PROBLEM TO SOLVE – In the material below, identify each line bearing the word "DRIVE". Reproduce those lines.

[LISTED RECORDS Boundary: Start]

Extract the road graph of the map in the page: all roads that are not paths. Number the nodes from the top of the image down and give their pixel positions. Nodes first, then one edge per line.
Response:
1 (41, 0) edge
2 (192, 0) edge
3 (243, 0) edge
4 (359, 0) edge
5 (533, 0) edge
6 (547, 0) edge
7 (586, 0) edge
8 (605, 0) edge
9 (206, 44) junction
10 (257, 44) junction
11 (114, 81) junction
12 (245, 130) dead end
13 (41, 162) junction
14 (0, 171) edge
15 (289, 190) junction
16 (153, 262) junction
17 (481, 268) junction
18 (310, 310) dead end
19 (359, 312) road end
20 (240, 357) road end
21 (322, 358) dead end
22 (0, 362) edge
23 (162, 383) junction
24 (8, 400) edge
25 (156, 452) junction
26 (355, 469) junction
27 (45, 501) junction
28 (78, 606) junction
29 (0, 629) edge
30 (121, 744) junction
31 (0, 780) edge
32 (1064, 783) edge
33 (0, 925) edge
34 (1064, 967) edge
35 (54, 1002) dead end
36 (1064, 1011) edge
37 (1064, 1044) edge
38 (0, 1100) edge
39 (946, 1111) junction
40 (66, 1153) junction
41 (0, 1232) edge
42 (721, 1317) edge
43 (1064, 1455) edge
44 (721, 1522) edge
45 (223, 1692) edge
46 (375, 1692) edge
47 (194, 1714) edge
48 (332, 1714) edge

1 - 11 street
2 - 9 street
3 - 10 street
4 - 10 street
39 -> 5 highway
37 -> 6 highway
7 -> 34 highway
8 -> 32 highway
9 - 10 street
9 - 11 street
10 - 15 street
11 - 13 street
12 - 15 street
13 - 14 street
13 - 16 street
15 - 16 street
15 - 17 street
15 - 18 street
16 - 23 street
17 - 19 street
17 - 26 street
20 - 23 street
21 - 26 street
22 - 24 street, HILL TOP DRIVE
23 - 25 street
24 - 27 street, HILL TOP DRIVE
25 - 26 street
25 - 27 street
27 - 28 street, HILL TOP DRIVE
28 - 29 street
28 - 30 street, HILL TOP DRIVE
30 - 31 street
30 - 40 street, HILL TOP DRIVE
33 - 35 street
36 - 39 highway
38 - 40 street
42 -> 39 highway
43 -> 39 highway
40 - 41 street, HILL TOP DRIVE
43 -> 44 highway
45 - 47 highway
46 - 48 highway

[LISTED RECORDS Boundary: End]

RESULT –
22 - 24 street, HILL TOP DRIVE
24 - 27 street, HILL TOP DRIVE
27 - 28 street, HILL TOP DRIVE
28 - 30 street, HILL TOP DRIVE
30 - 40 street, HILL TOP DRIVE
40 - 41 street, HILL TOP DRIVE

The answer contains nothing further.